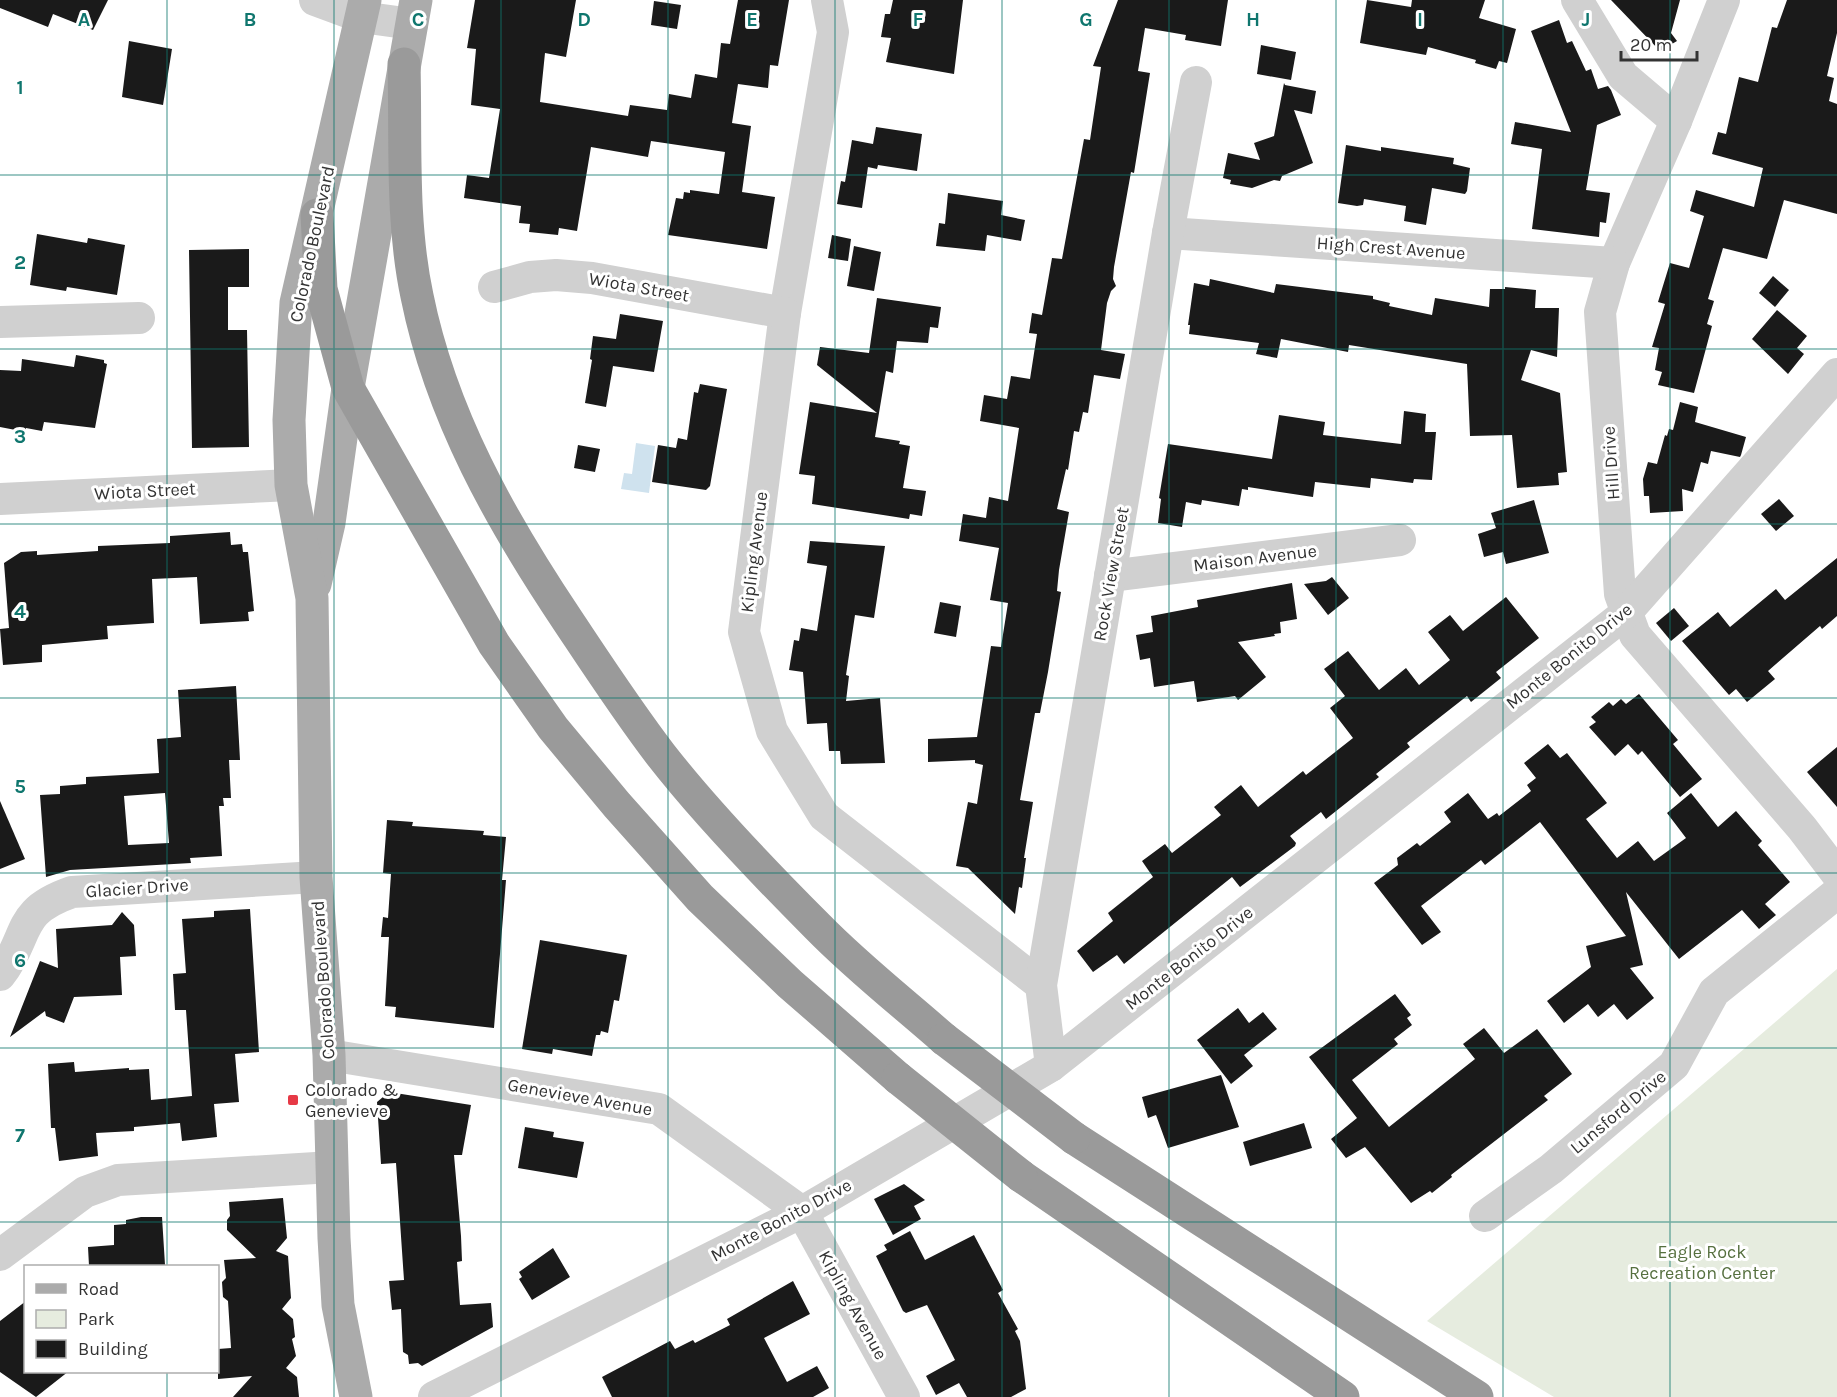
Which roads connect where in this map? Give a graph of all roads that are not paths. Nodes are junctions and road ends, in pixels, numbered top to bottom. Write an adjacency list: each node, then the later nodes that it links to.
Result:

--

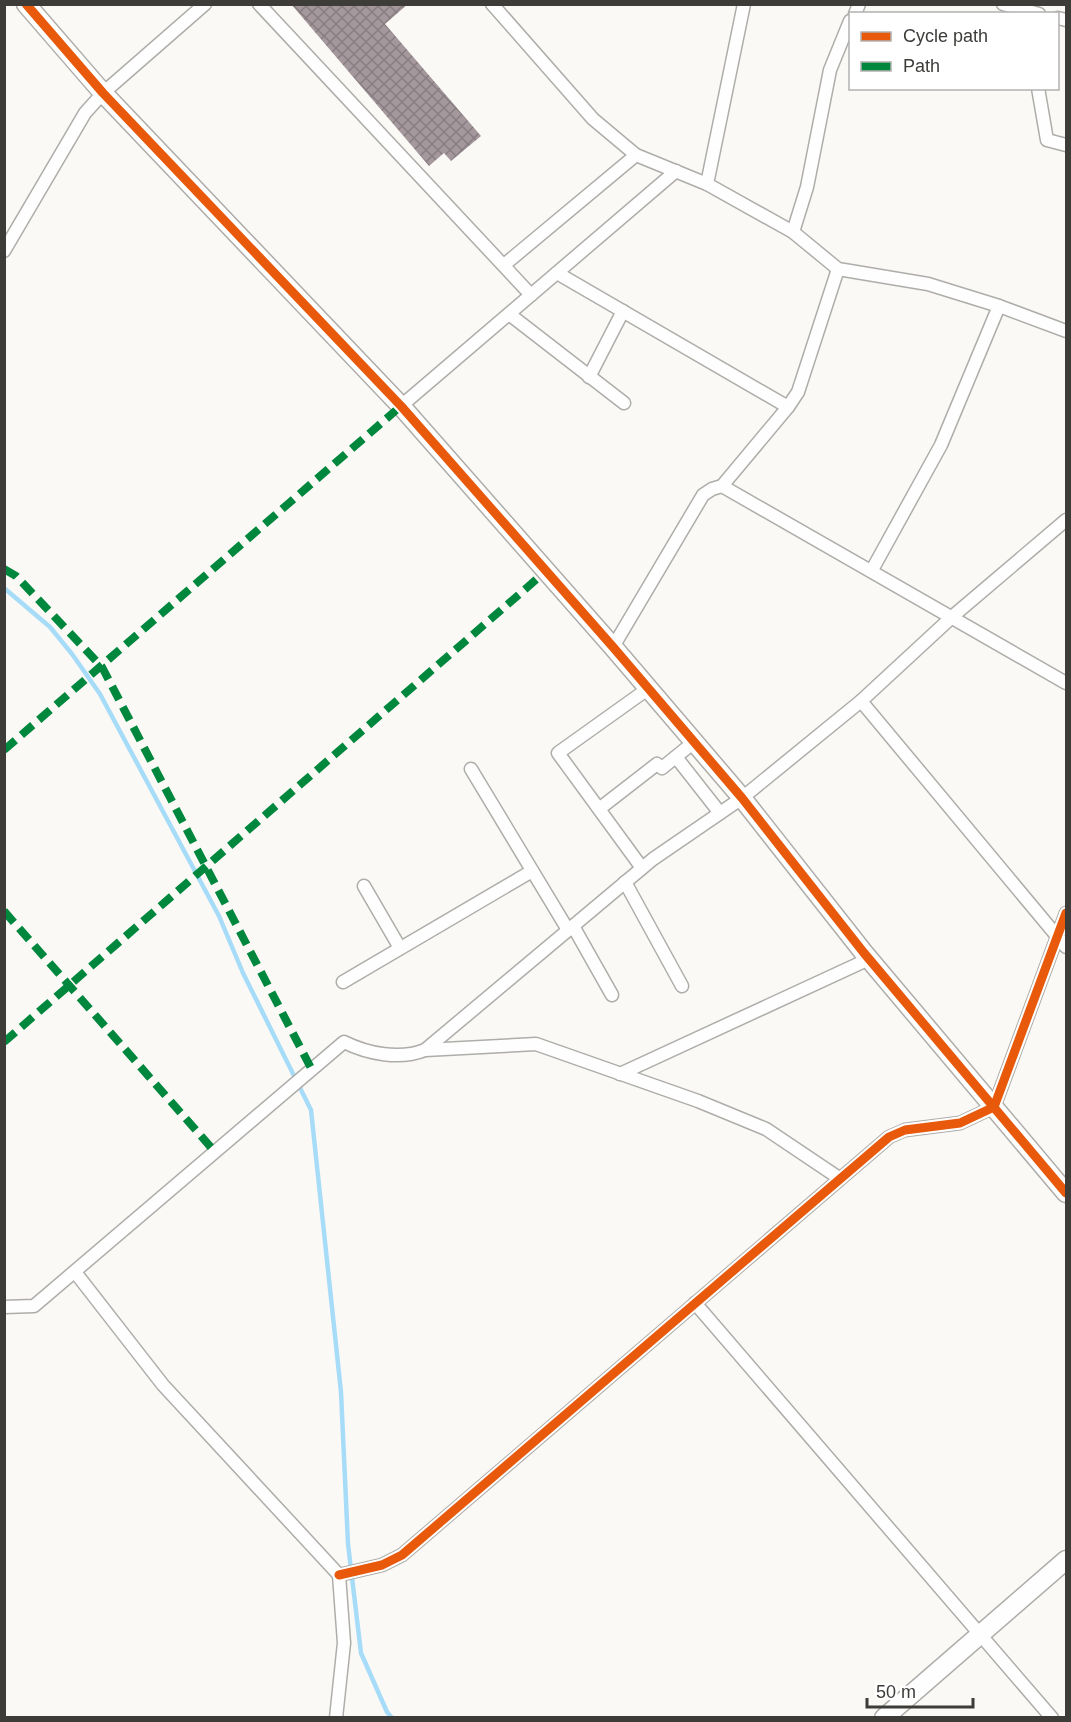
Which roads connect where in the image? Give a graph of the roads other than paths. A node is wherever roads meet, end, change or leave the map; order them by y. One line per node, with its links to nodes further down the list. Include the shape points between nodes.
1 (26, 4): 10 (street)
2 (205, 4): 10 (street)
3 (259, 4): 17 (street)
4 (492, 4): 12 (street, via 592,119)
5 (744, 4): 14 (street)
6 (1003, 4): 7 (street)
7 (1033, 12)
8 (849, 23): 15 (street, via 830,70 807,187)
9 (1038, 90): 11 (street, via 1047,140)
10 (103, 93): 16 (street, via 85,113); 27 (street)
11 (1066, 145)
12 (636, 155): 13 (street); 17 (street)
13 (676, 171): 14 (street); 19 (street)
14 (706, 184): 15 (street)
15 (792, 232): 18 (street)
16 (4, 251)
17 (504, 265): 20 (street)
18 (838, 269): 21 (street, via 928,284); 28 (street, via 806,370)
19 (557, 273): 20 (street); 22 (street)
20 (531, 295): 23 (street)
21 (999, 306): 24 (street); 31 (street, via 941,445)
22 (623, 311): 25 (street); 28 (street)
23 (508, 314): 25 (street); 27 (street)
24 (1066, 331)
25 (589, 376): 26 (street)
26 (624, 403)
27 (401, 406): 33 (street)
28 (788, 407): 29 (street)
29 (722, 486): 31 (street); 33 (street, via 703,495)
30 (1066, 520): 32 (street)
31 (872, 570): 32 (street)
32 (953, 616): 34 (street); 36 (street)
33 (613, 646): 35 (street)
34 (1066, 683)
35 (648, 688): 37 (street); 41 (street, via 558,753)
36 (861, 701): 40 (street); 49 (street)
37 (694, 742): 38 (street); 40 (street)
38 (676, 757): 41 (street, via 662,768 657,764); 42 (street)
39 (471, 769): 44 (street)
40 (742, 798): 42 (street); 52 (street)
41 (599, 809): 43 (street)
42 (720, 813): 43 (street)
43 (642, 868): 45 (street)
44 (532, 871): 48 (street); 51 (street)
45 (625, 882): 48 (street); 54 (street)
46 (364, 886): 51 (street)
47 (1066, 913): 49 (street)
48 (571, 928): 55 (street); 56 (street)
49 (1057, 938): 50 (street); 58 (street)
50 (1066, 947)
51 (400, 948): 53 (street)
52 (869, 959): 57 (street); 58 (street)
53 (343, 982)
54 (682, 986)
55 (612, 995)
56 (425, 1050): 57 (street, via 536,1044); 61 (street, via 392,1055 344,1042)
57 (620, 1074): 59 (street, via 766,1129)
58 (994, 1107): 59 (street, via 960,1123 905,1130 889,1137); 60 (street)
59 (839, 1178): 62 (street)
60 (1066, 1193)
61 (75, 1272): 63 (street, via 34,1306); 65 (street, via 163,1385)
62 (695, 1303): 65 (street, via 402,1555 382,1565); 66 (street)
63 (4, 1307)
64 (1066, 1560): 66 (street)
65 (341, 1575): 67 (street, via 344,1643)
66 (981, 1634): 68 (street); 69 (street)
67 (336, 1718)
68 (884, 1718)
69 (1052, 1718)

--

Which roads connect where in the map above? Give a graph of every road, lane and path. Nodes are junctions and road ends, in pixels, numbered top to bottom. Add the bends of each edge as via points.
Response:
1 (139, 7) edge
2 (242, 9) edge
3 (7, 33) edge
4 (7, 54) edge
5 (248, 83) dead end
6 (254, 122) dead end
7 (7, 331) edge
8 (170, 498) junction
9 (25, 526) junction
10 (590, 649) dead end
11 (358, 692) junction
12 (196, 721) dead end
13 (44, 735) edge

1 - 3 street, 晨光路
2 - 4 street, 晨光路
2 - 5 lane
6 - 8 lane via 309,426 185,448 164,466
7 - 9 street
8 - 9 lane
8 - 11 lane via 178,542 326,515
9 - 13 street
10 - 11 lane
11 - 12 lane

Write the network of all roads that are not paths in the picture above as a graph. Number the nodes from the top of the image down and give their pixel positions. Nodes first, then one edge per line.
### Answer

◆ **WHAT YOU HAVE TO DO**
Looking at the entries, how many lines contain the string "pixels"? The answer is that number alone.

◆ **TASK SOLUTION**
2